§ Material for the task
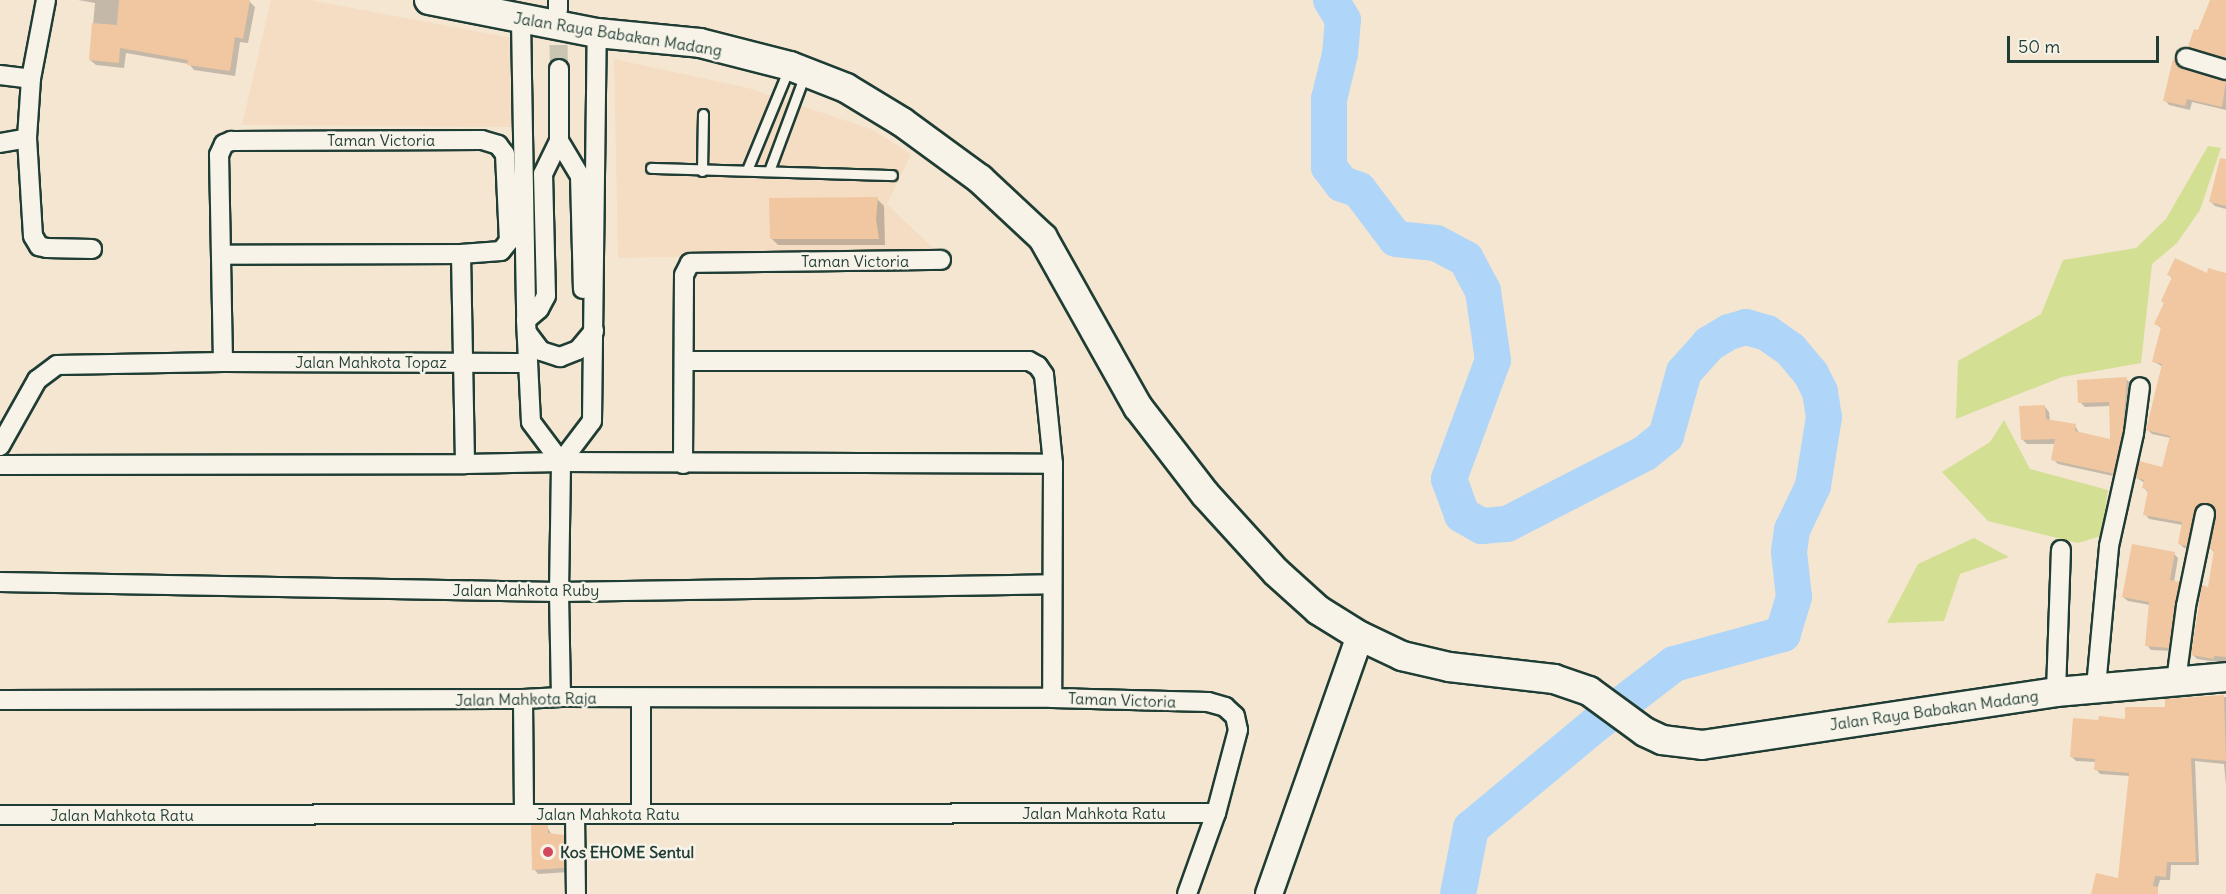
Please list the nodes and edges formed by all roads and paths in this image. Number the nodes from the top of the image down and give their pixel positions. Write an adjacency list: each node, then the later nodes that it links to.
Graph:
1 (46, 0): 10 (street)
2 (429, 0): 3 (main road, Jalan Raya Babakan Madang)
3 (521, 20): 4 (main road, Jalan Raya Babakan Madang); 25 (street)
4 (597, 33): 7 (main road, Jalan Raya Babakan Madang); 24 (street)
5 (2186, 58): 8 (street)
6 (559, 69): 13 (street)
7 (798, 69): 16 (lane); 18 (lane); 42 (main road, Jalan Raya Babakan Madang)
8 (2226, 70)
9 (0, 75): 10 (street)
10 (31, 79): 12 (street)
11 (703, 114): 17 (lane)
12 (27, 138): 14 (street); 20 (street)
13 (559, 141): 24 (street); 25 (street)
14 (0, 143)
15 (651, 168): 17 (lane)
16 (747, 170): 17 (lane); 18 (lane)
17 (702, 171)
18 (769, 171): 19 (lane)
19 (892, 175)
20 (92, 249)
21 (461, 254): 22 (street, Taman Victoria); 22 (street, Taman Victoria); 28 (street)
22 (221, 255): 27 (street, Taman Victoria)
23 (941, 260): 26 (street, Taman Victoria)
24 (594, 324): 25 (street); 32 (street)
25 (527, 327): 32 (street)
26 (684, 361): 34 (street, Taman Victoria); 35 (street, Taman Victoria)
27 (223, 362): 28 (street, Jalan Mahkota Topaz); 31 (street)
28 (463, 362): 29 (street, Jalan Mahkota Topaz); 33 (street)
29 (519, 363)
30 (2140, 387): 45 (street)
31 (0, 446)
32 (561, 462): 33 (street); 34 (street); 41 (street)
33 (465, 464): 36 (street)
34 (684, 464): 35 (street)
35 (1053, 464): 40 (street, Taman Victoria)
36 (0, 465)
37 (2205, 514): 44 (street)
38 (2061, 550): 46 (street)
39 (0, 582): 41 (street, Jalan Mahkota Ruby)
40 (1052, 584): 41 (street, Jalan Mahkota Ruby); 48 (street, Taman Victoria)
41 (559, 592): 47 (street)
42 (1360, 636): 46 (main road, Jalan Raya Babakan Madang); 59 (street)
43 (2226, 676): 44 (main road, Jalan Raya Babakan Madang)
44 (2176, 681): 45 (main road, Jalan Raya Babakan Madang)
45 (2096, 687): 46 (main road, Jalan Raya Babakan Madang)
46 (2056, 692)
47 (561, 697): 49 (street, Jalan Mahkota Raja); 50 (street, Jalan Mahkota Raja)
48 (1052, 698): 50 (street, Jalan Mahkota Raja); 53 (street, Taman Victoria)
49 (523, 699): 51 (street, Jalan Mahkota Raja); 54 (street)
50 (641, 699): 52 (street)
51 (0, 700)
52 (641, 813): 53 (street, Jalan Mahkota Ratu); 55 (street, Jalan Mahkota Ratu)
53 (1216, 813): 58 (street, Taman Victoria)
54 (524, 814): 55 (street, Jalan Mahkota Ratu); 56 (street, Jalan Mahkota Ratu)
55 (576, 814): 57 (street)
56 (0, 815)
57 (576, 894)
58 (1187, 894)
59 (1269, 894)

--

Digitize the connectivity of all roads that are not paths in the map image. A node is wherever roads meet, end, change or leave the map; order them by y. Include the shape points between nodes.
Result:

§ Task objective
Return, from the data, each line where the string "image" occurs.

§ Output below
Please list the nodes and edges formed by all roads and paths in this image. Number the nodes from the top of the image down and give their pixel positions. Write an adjacency list: each node, then the later nodes that it links to.
Digitize the connectivity of all roads that are not paths in the map image. A node is wherever roads meet, end, change or leave the map; order them by y. Include the shape points between nodes.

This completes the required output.